::: Material shown :::
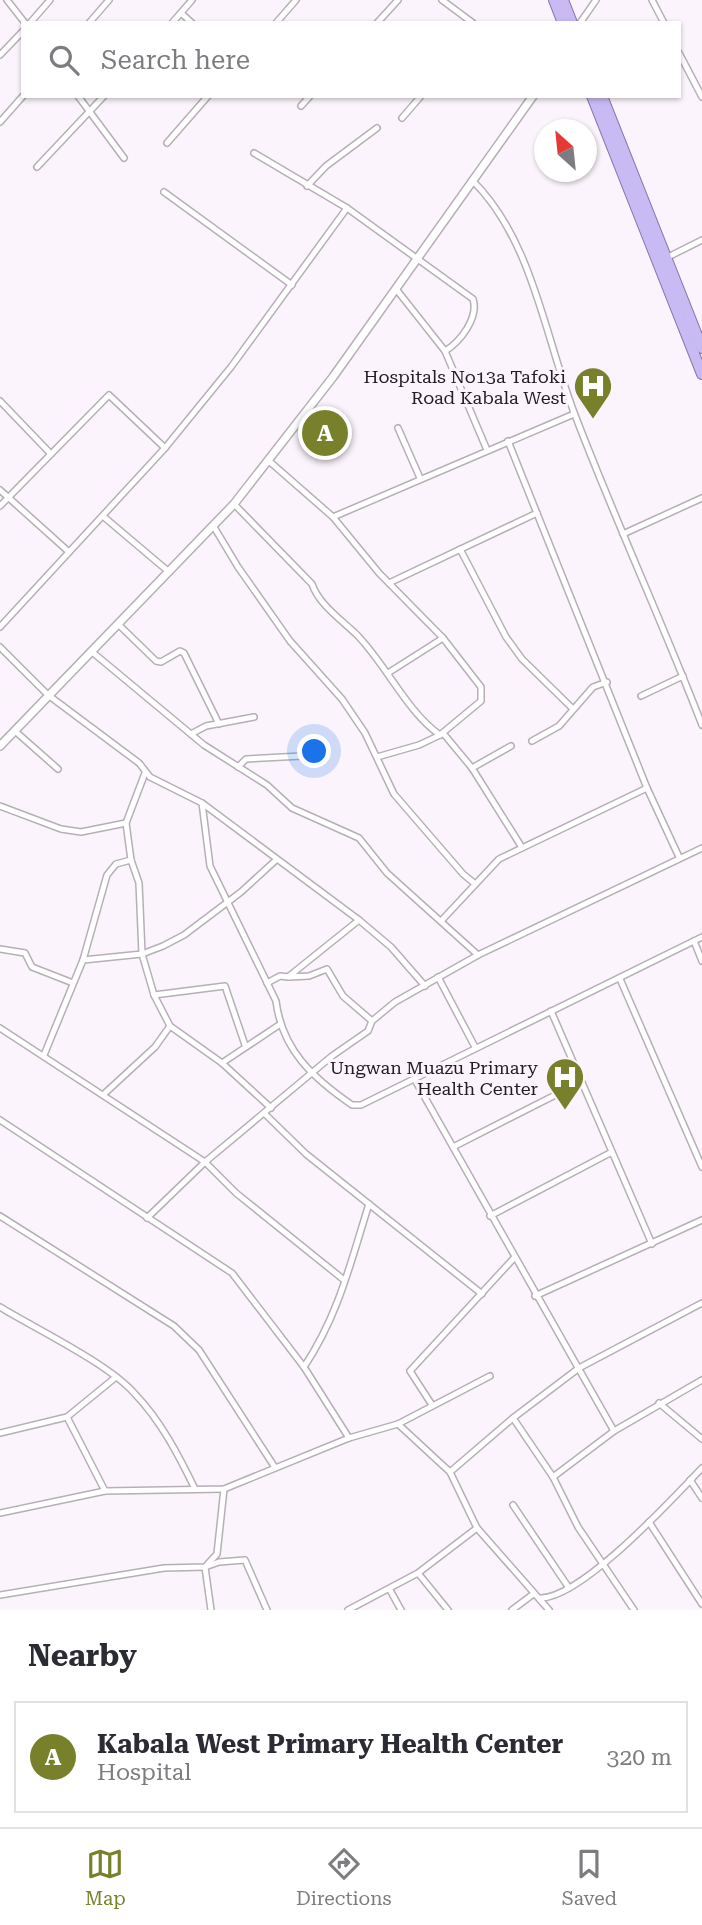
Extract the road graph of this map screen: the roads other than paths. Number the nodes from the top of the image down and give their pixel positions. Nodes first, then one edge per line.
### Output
1 (7, 0) edge
2 (50, 0) edge
3 (109, 0) edge
4 (192, 0) edge
5 (296, 0) edge
6 (398, 0) edge
7 (442, 0) edge
8 (554, 0) edge
9 (563, 0) edge
10 (596, 0) edge
11 (652, 0) edge
12 (181, 13) junction
13 (26, 21) edge
14 (30, 21) edge
15 (91, 21) edge
16 (174, 21) edge
17 (190, 21) edge
18 (278, 21) edge
19 (379, 21) edge
20 (470, 21) edge
21 (562, 21) edge
22 (571, 21) edge
23 (581, 21) edge
24 (663, 21) edge
25 (21, 33) edge
26 (0, 55) edge
27 (681, 57) edge
28 (702, 97) edge
29 (21, 98) edge
30 (80, 98) edge
31 (102, 98) edge
32 (206, 98) edge
33 (308, 98) edge
34 (419, 98) edge
35 (532, 98) edge
36 (593, 98) edge
37 (602, 98) edge
38 (301, 106) dead end
39 (90, 112) junction
40 (402, 118) dead end
41 (0, 122) edge
42 (377, 128) dead end
43 (167, 143) dead end
44 (254, 153) dead end
45 (124, 158) dead end
46 (37, 167) dead end
47 (472, 180) junction
48 (307, 186) junction
49 (164, 192) dead end
50 (347, 208) junction
51 (702, 240) edge
52 (666, 258) junction
53 (418, 259) junction
54 (292, 285) junction
55 (396, 289) junction
56 (702, 348) edge
57 (445, 351) junction
58 (702, 374) edge
59 (0, 401) edge
60 (574, 414) junction
61 (398, 428) dead end
62 (508, 441) junction
63 (165, 448) junction
64 (487, 450) junction
65 (50, 453) junction
66 (269, 461) junction
67 (420, 478) junction
68 (0, 490) edge
69 (9, 497) junction
70 (702, 498) edge
71 (234, 505) junction
72 (0, 506) edge
73 (537, 513) junction
74 (104, 517) junction
75 (333, 517) junction
76 (214, 527) junction
77 (623, 534) junction
78 (460, 549) junction
79 (69, 552) junction
80 (169, 572) junction
81 (389, 583) junction
82 (118, 624) junction
83 (0, 627) edge
84 (443, 638) junction
85 (0, 647) edge
86 (91, 651) junction
87 (388, 673) junction
88 (683, 676) junction
89 (607, 682) junction
90 (48, 695) junction
91 (641, 696) dead end
92 (572, 709) junction
93 (254, 717) dead end
94 (219, 724) junction
95 (702, 725) edge
96 (15, 731) junction
97 (191, 734) junction
98 (442, 734) junction
99 (532, 741) dead end
100 (0, 746) edge
101 (511, 746) dead end
102 (302, 756) dead end
103 (377, 757) junction
104 (238, 767) junction
105 (472, 768) junction
106 (58, 769) dead end
107 (145, 773) junction
108 (647, 788) junction
109 (202, 803) junction
110 (0, 806) edge
111 (126, 823) junction
112 (521, 846) junction
113 (702, 848) edge
114 (679, 857) junction
115 (131, 860) junction
116 (276, 860) junction
117 (474, 883) junction
118 (228, 902) junction
119 (359, 920) junction
120 (442, 920) junction
121 (702, 937) edge
122 (694, 941) junction
123 (0, 949) edge
124 (142, 954) junction
125 (478, 955) junction
126 (83, 960) junction
127 (702, 961) edge
128 (288, 977) junction
129 (438, 977) junction
130 (621, 979) junction
131 (73, 984) junction
132 (267, 984) junction
133 (425, 986) junction
134 (154, 995) junction
135 (551, 1011) junction
136 (372, 1021) junction
137 (279, 1025) junction
138 (170, 1026) junction
139 (0, 1028) edge
140 (245, 1045) junction
141 (475, 1047) junction
142 (44, 1055) junction
143 (222, 1063) junction
144 (313, 1072) junction
145 (415, 1080) junction
146 (581, 1082) junction
147 (104, 1094) junction
148 (271, 1108) junction
149 (264, 1114) junction
150 (0, 1120) edge
151 (453, 1147) junction
152 (610, 1153) junction
153 (205, 1162) junction
154 (702, 1167) edge
155 (369, 1204) junction
156 (0, 1216) edge
157 (490, 1216) junction
158 (147, 1217) junction
159 (702, 1220) edge
160 (652, 1244) junction
161 (514, 1258) junction
162 (344, 1280) junction
163 (482, 1294) junction
164 (536, 1296) junction
165 (702, 1303) edge
166 (0, 1307) edge
167 (304, 1367) junction
168 (579, 1368) junction
169 (490, 1376) dead end
170 (116, 1377) junction
171 (702, 1380) edge
172 (659, 1403) junction
173 (432, 1405) junction
174 (67, 1417) junction
175 (513, 1418) junction
176 (398, 1424) junction
177 (614, 1431) junction
178 (0, 1433) edge
179 (349, 1438) junction
180 (702, 1439) edge
181 (274, 1466) junction
182 (702, 1468) edge
183 (450, 1472) junction
184 (553, 1477) junction
185 (690, 1480) junction
186 (195, 1489) junction
187 (224, 1489) junction
188 (105, 1491) junction
189 (702, 1498) edge
190 (513, 1504) dead end
191 (0, 1513) edge
192 (649, 1522) junction
193 (477, 1528) junction
194 (603, 1564) junction
195 (205, 1567) junction
196 (418, 1573) junction
197 (569, 1588) junction
198 (390, 1590) junction
199 (0, 1595) edge
200 (532, 1595) junction
201 (541, 1598) junction
202 (702, 1604) edge
203 (211, 1610) edge
204 (267, 1610) edge
205 (348, 1610) edge
206 (401, 1610) edge
207 (448, 1610) edge
208 (512, 1610) edge
209 (549, 1610) edge
210 (634, 1610) edge

1 - 13 street
2 - 14 street
3 - 15 street
4 - 12 street
5 - 18 street
6 - 19 street
7 - 20 street
8 - 21 highway
9 - 22 highway
10 - 23 street
11 - 24 street
12 - 16 street
12 - 17 street
25 - 26 street
27 - 28 street
29 - 41 street
30 - 39 street
31 - 39 street
32 - 43 street
33 - 38 street
34 - 40 street
35 - 47 street
36 - 58 highway
37 - 52 highway
39 - 45 street
39 - 46 street
42 - 48 street
44 - 48 street
47 - 53 street
47 - 60 street
48 - 50 street
49 - 54 street
50 - 53 street
50 - 54 street
51 - 52 street
52 - 56 highway
53 - 55 street
53 - 57 street
54 - 63 street
55 - 57 street
55 - 66 street
57 - 64 street
59 - 65 street
60 - 62 street
60 - 77 street
61 - 67 street
62 - 64 street
62 - 73 street
63 - 65 street
63 - 74 street
64 - 67 street
65 - 69 street
66 - 71 street
66 - 75 street
67 - 75 street
68 - 69 street
69 - 72 street
69 - 79 street
70 - 77 street
71 - 76 street
71 - 87 street
73 - 78 street
73 - 89 street
74 - 79 street
74 - 80 street
75 - 81 street
76 - 80 street
76 - 103 street
77 - 88 street
78 - 81 street
78 - 92 street
79 - 83 street
80 - 82 street
81 - 84 street
82 - 86 street
82 - 94 street
84 - 87 street
84 - 98 street
85 - 90 street
86 - 90 street
86 - 97 street
87 - 98 street
88 - 91 street
88 - 95 street
89 - 92 street
89 - 108 street
90 - 96 street
90 - 107 street
92 - 99 street
93 - 94 street
94 - 97 street
96 - 100 street
96 - 106 street
97 - 104 street
98 - 103 street
98 - 105 street
101 - 105 street
102 - 104 street
103 - 117 street
104 - 120 street
105 - 112 street
107 - 109 street
107 - 111 street
108 - 112 street
108 - 114 street
109 - 116 street
109 - 118 street
110 - 111 street
111 - 115 street
112 - 117 street
113 - 114 street
114 - 125 street
115 - 124 street
115 - 126 street
116 - 118 street
116 - 119 street
117 - 120 street
118 - 124 street
118 - 132 street
119 - 128 street
119 - 133 street
120 - 125 street
121 - 122 street
122 - 127 street
122 - 130 street
123 - 131 street
124 - 126 street
124 - 134 street
125 - 129 street
126 - 131 street
128 - 132 street
128 - 136 street
129 - 133 street
129 - 141 street
130 - 135 street
130 - 154 street
131 - 142 street
132 - 137 street
133 - 136 street
134 - 138 street
134 - 140 street
135 - 141 street
135 - 146 street
136 - 144 street
137 - 140 street
137 - 144 street
138 - 143 street
138 - 147 street
139 - 142 street
140 - 143 street
141 - 145 street
142 - 147 street
143 - 148 street
144 - 145 street
144 - 148 street
145 - 151 street
146 - 151 street
146 - 152 street
147 - 153 street
148 - 149 street
149 - 153 street
149 - 155 street
150 - 158 street
151 - 157 street
152 - 157 street
152 - 160 street
153 - 158 street
153 - 162 street
155 - 162 street
155 - 163 street
156 - 181 street
157 - 161 street
158 - 167 street
159 - 160 street
160 - 164 street
161 - 163 street
161 - 164 street
162 - 167 street
163 - 173 street
164 - 168 street
165 - 168 street
166 - 170 street
167 - 179 street
168 - 175 street
168 - 177 street
169 - 173 street
170 - 174 street
170 - 186 street
171 - 172 street
172 - 177 street
172 - 180 street
173 - 176 street
174 - 178 street
174 - 188 street
175 - 183 street
175 - 184 street
176 - 179 street
176 - 183 street
177 - 184 street
179 - 181 street
181 - 187 street
182 - 185 street
183 - 193 street
184 - 194 street
185 - 189 street
185 - 192 street
186 - 187 street
186 - 188 street
187 - 195 street
188 - 191 street
190 - 197 street
192 - 194 street
192 - 202 street
193 - 196 street
193 - 200 street
194 - 197 street
194 - 210 street
195 - 199 street
195 - 203 street
195 - 204 street
196 - 198 street
196 - 207 street
197 - 201 street
198 - 205 street
198 - 206 street
200 - 201 street
200 - 208 street
201 - 209 street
:::
Aim of the task ▸ Search the records for the word "highway" and copy every line where it occurs.

Task result ▸
8 - 21 highway
9 - 22 highway
36 - 58 highway
37 - 52 highway
52 - 56 highway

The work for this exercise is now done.